Diclofenac has many similar adverse effects shared with the NSAID family of drugs due to the inhibition of COX enzymes. Because diclofenac appears to act more selectively on COX-2 inhibition, it has an increased associated risk of cardiovascular events and less risk for gastrointestinal events, but this article will also examine the gastrointestinal risk for completeness. The following side effects involve systemic effects that arise from systemic exposure to diclofenac. These are less likely to be involved in the topical application of the medication, as there is less risk of systemic exposure to the drug.
Cardiovascular: all NSAIDs, especially more selective COX-2 inhibitors, carry an increased risk of myocardial infarction (MI), heart failure, stroke, and death. The risk of these events is worse for patients with pre-existing susceptibility for cardiovascular disease and with increasing doses. Therefore, it is crucial to use the lowest effective dose for the treatment of the patient’s condition. COX-2 inhibition decreases the synthesis of prostaglandin-I2 (PGI2), which has cardioprotective effects in the form of preventing thrombogenesis, increased blood pressure, and generation of atherosclerotic plaques. The risk of these events is worse for patients with pre-existing susceptibility for cardiovascular disease and with increasing doses. COX-2 inhibition decreases the synthesis of prostaglandin-I2 (PGI2), which has cardioprotective effects in the form of preventing thrombogenesis, increased blood pressure, and generation of atherosclerotic plaques.7 COX-1 is responsible for synthesizing thromboxane A2 (TXA2), a prothrombotic species, and the imbalance between TXA2 and PGI2 may contribute to these increased cardiovascular events.
Gastrointestinal (GI): NSAIDs that block COX-1 activity have correlations with GI complications due to the inhibition of the synthesis of gastroprotective agents such as PGE2 and other prostaglandins. This inhibition leads to decreased mucin production by gastric epithelial cells, less bicarbonate secretion, and less epithelial cell turnover, among other actions. This characteristic of the drug leads to an overall increased risk of acid-mediated damage to gastric epithelial cells and decreased ability to reproliferate the damaged areas and lead to GI injury ranging from mild erosion to frank ulceration visible through endoscopy.
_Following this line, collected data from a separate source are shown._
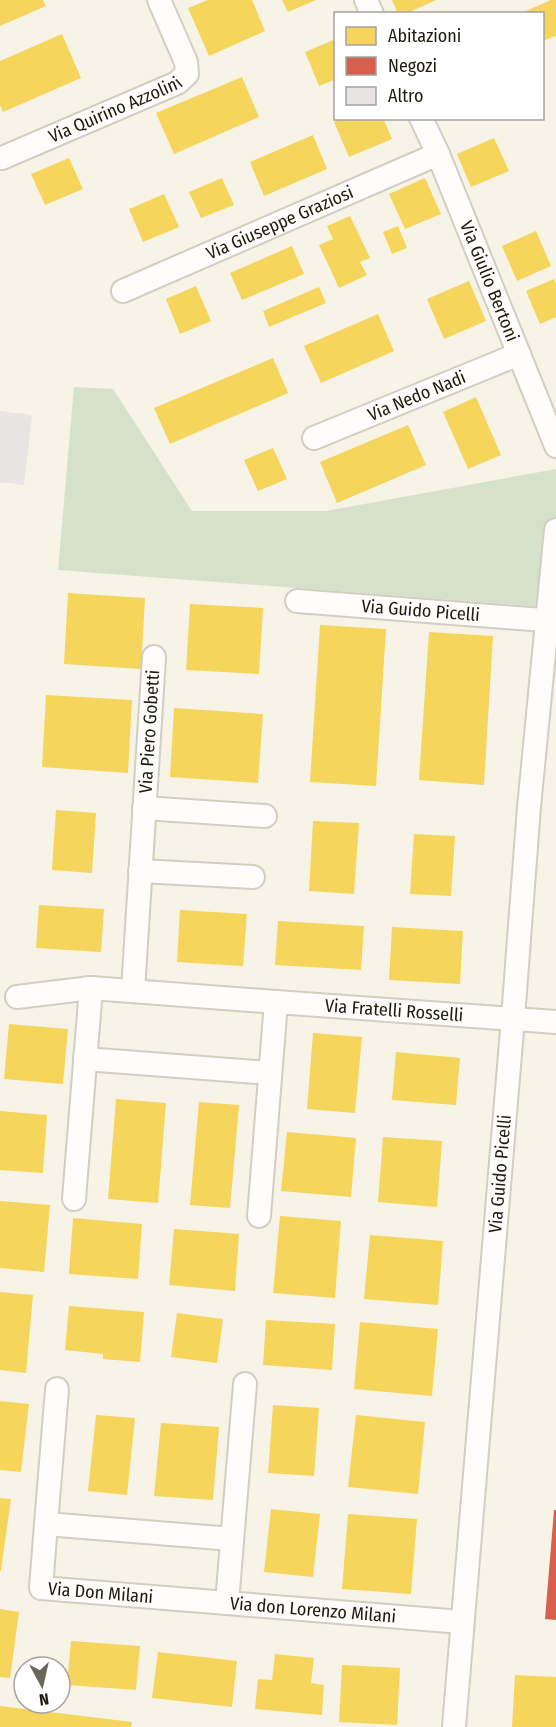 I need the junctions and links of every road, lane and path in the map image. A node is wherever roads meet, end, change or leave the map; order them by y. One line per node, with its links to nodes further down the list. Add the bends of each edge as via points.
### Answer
1 (159, 0): 4 (street, Via Quirino Azzolini, via 186,62 187,74 177,83)
2 (422, 120): 3 (street, Via Giulio Bertoni)
3 (438, 154): 5 (street, Via Giuseppe Graziosi); 6 (street, Via Giulio Bertoni)
4 (2, 158)
5 (123, 291)
6 (519, 354): 7 (street, Via Nedo Nadi); 8 (street, Via Giulio Bertoni)
7 (314, 438)
8 (556, 446)
9 (556, 530): 11 (street, Via Guido Picelli)
10 (297, 601): 11 (street, Via Guido Picelli)
11 (551, 621): 21 (street, Via Guido Picelli, via 529,807)
12 (154, 657): 13 (street, Via Piero Gobetti)
13 (144, 808): 14 (street, Via Piero Gobetti); 15 (street, Via Piero Gobetti)
14 (265, 816)
15 (140, 871): 16 (street); 18 (street, Via Piero Gobetti)
16 (253, 877)
17 (91, 987): 18 (street, Via Fratelli Rosselli); 19 (street, Via Fratelli Rosselli); 23 (street)
18 (133, 991): 20 (street, Via Fratelli Rosselli)
19 (17, 997)
20 (276, 1002): 21 (street, Via Fratelli Rosselli); 24 (street)
21 (513, 1018): 22 (street, Via Fratelli Rosselli); 32 (street, Via Guido Picelli)
22 (556, 1022)
23 (85, 1059): 24 (street); 25 (street)
24 (270, 1073): 26 (street)
25 (74, 1199)
26 (259, 1216)
27 (245, 1384): 30 (street, Via don Lorenzo Milani)
28 (57, 1389): 29 (street)
29 (46, 1524): 30 (street); 31 (street, Via Don Milani, via 41,1588)
30 (232, 1539): 31 (street, Via don Lorenzo Milani)
31 (227, 1603): 32 (street, Via don Lorenzo Milani)
32 (462, 1622): 33 (street, Via Guido Picelli)
33 (454, 1727) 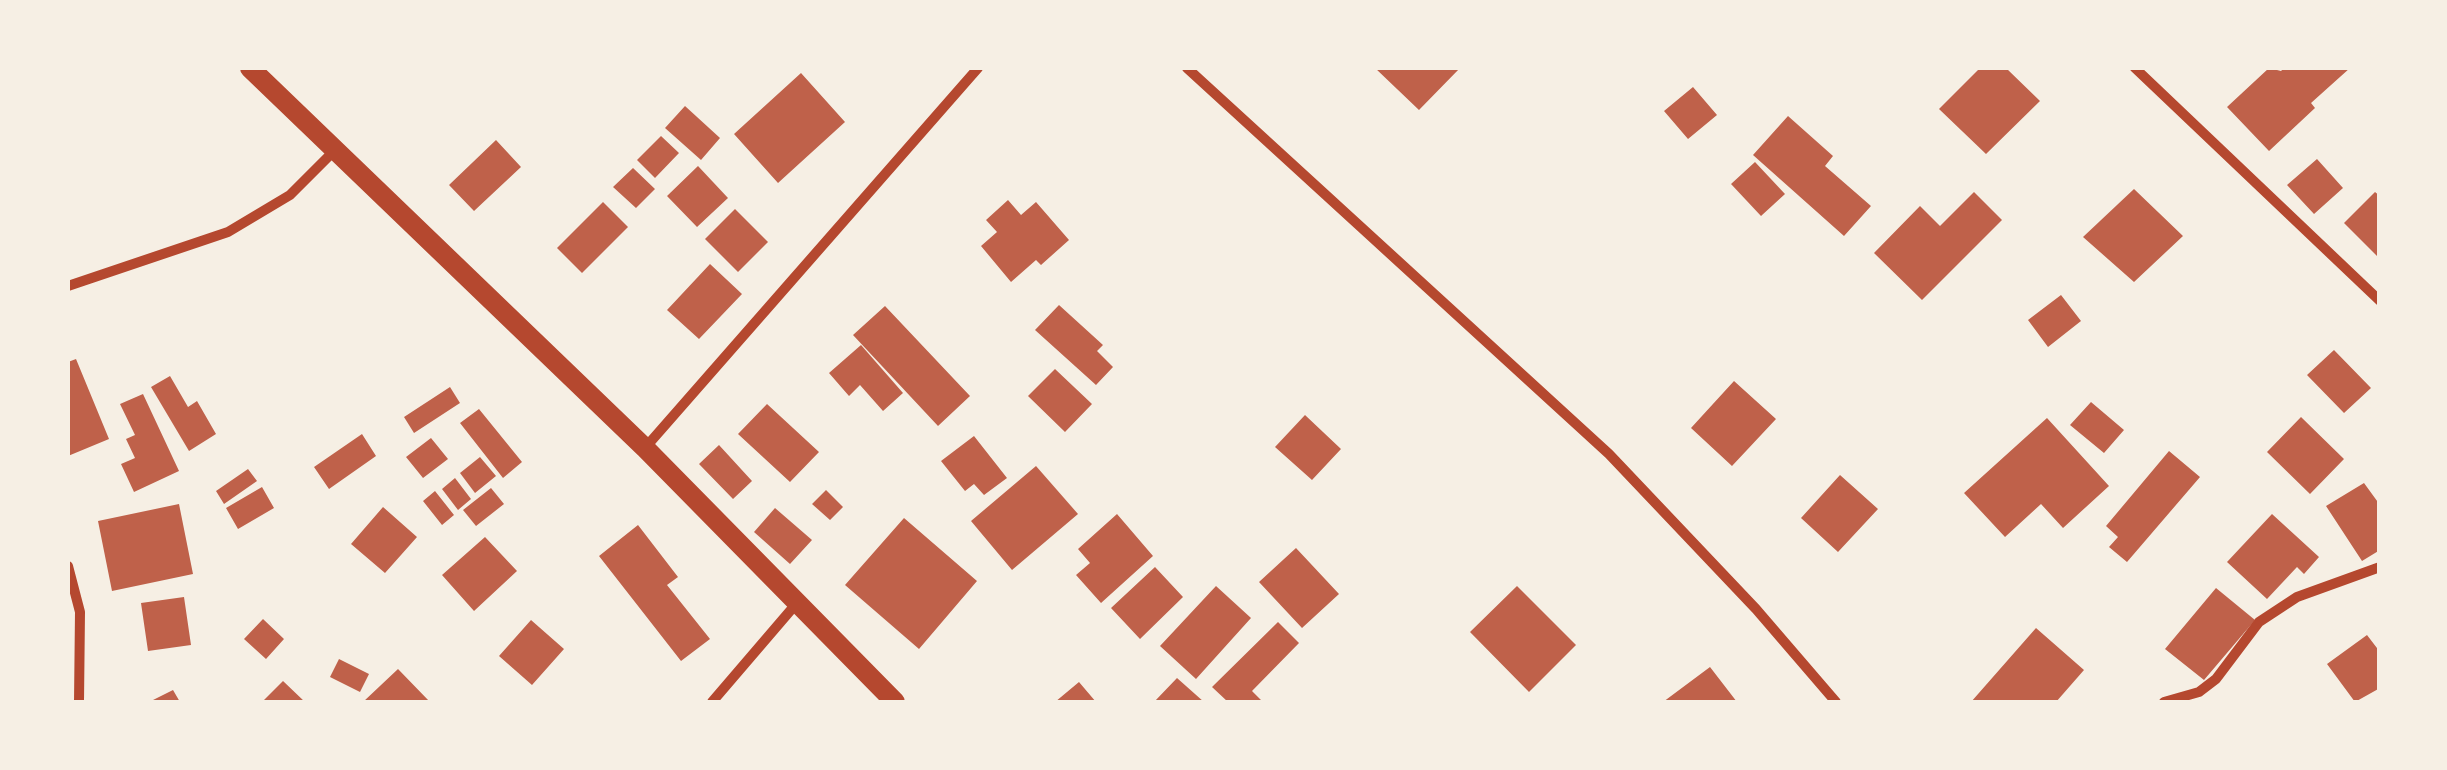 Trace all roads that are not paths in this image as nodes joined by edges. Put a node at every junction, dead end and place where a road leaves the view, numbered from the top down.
1 (250, 68) edge
2 (978, 68) edge
3 (1186, 68) edge
4 (2135, 68) edge
5 (335, 150) junction
6 (68, 286) edge
7 (2380, 301) edge
8 (645, 448) junction
9 (68, 566) edge
10 (2380, 567) edge
11 (796, 604) junction
12 (79, 702) edge
13 (712, 702) edge
14 (895, 702) edge
15 (1836, 702) edge
16 (2164, 702) edge

1 - 5 main road
2 - 8 street
3 - 15 street
4 - 7 street
5 - 6 street
5 - 8 main road
8 - 11 main road
9 - 12 street
10 - 16 street
11 - 13 street
11 - 14 main road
It is important to consider that studies have shown that GI damage occurs over extended periods of exposure to the adverse GI effects of NSAIDs. Therefore, clinicians frequently prescribe a gastroprotective agent such as a PPI or PGE2 analog to decrease acid production or increase gastroprotective activity, respectively. However, more selective COX-2 inhibitors such as diclofenac have decreased risk of GI adverse effects such as bleeding, perforation, and ulceration.
Renal: Extended NSAID use also correlates with the development of renal complications. Similar mechanisms of protective prostaglandin synthesis are involved in this and center on decreased PGE2 and PGI2 activity—these act to dilate the blood vessels in the kidney to allow for proper perfusion for the tissue. Decreased prostaglandin synthesis has links with decreased renal perfusion and the development of acute kidney injury (AKI). This risk increases in patients with prior history of kidney damage and reduced perfusion pressure.
Hepatic: NSAIDs, including diclofenac, can cause drug-induced hepatic damage and increases in liver transaminase levels. These events are usually transient and reversible.12 Although rare, patients exposed to long-term NSAID treatment can develop hepatitis and face a life-threatening adverse effect. These are more prevalent in patients taking long-term diclofenac for rheumatoid arthritis.13
Anaphylaxis: Anaphylaxis to NSAID medications is an uncommon reaction but is still worth noting. Patients with a history of anaphylactic reactions to this drug class are at a higher risk of developing a similar reaction to diclofenac. Symptoms of these types of reactions can include urticaria, flushing, changes in heart rate, bronchospasm, angioedema, hypotension, and others.
Hematologic: increased risk of bleeding has correlations with NSAID use due to the effects of inhibiting platelet aggregation and adhesion via COX-1 inhibition. Also, in rare instances, patients can experience neutropenia and aplastic anemia.
Dermatologic: the topical application of diclofenac may cause mild to moderate skin irritation at the application site.